> _Exercise directions_: In the records below, pick out all lines containing the word "益田種三隅線".

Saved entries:
□ □ □ □ □
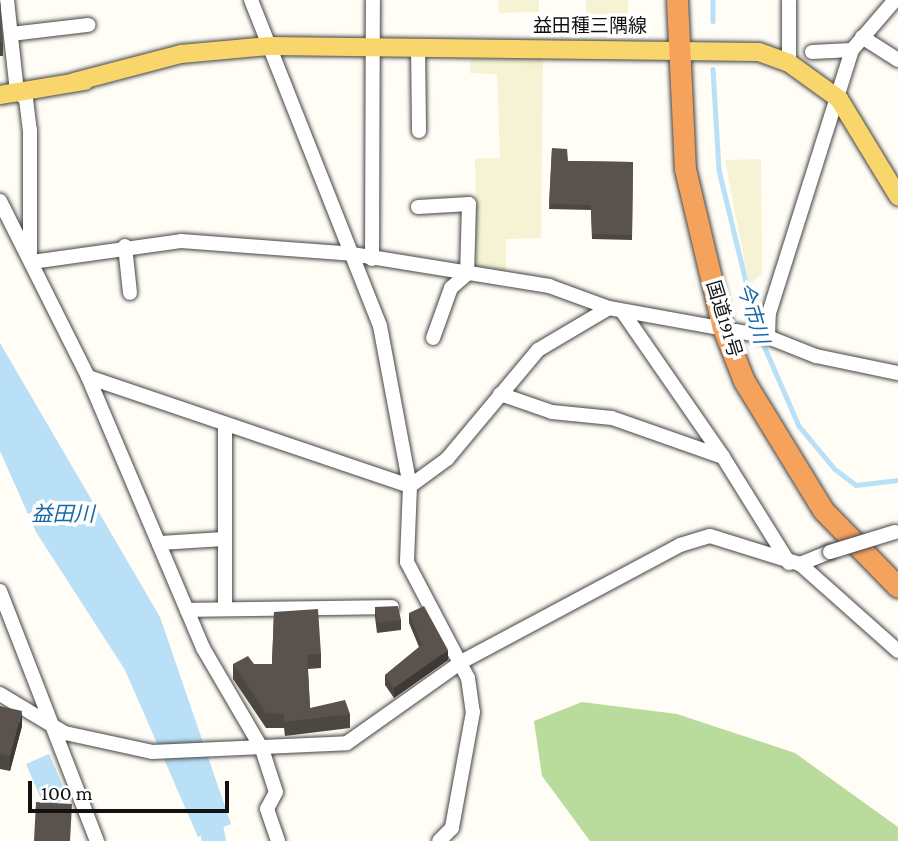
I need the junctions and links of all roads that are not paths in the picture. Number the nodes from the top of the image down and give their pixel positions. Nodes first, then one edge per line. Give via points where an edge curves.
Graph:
1 (7, 0) edge
2 (251, 0) edge
3 (373, 0) edge
4 (677, 0) edge
5 (789, 0) edge
6 (889, 3) edge
7 (88, 25) dead end
8 (10, 34) junction
9 (862, 37) junction
10 (269, 46) junction
11 (370, 46) junction
12 (418, 46) junction
13 (676, 48) junction
14 (852, 50) junction
15 (812, 52) dead end
16 (898, 60) edge
17 (789, 63) junction
18 (9, 94) edge
19 (839, 99) junction
20 (419, 131) dead end
21 (898, 196) edge
22 (0, 201) edge
23 (418, 207) dead end
24 (125, 246) junction
25 (352, 254) junction
26 (372, 259) junction
27 (31, 260) junction
28 (467, 274) junction
29 (130, 293) dead end
30 (615, 309) junction
31 (723, 328) junction
32 (768, 337) junction
33 (433, 338) dead end
34 (898, 373) edge
35 (88, 377) junction
36 (499, 394) junction
37 (225, 427) junction
38 (723, 457) junction
39 (410, 486) junction
40 (897, 531) edge
41 (225, 539) junction
42 (159, 543) junction
43 (794, 564) junction
44 (898, 587) edge
45 (0, 591) edge
46 (397, 607) edge
47 (225, 609) junction
48 (187, 610) junction
49 (898, 651) edge
50 (463, 661) junction
51 (0, 694) edge
52 (51, 721) junction
53 (262, 748) junction
54 (97, 841) edge
55 (278, 841) edge
56 (439, 841) edge

1 - 8 street
2 - 10 street
3 - 11 street
4 - 13 highway, 国道191号
5 - 17 street
6 - 9 street
7 - 8 street
8 - 18 street
9 - 14 street
9 - 16 street
10 - 11 main road, 益田種三隅線
10 - 18 main road, 益田種三隅線 via 214,51
10 - 25 street
11 - 12 main road, 益田種三隅線
11 - 26 street
12 - 13 main road, 益田種三隅線
12 - 20 street
13 - 17 main road, 益田種三隅線 via 759,52
13 - 31 highway, 国道191号 via 685,169
14 - 15 street
14 - 19 street
17 - 19 main road, 益田種三隅線
18 - 27 street via 26,99
19 - 21 main road, 益田種三隅線
19 - 32 street via 769,313
22 - 27 street
23 - 28 street via 468,204
24 - 25 street via 234,242
24 - 27 street
24 - 29 street
25 - 26 street
25 - 39 street via 380,326
26 - 28 street
27 - 35 street
28 - 30 street via 549,286
28 - 33 street via 451,288
30 - 31 street
30 - 36 street via 538,350
30 - 38 street
31 - 32 street
31 - 44 highway, 国道191号 via 744,381 823,510
32 - 34 street via 816,356
35 - 37 street
35 - 42 street
36 - 38 street via 552,412 612,418
36 - 39 street via 447,459
37 - 39 street
37 - 41 street
38 - 43 street
39 - 50 street via 405,538 413,583
40 - 43 street, bridge
41 - 42 street
41 - 47 street
42 - 48 street
43 - 49 street
43 - 50 street via 710,536 680,545
45 - 52 street
46 - 47 street
47 - 48 street
48 - 53 street
50 - 53 street via 347,743
50 - 56 street via 473,712 452,828
51 - 52 street
52 - 53 street via 65,733 108,745 230,753
52 - 54 street
53 - 55 street via 276,792 267,809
□ □ □ □ □
> _Solution for this problem_:
10 - 11 main road, 益田種三隅線
10 - 18 main road, 益田種三隅線 via 214,51
11 - 12 main road, 益田種三隅線
12 - 13 main road, 益田種三隅線
13 - 17 main road, 益田種三隅線 via 759,52
17 - 19 main road, 益田種三隅線
19 - 21 main road, 益田種三隅線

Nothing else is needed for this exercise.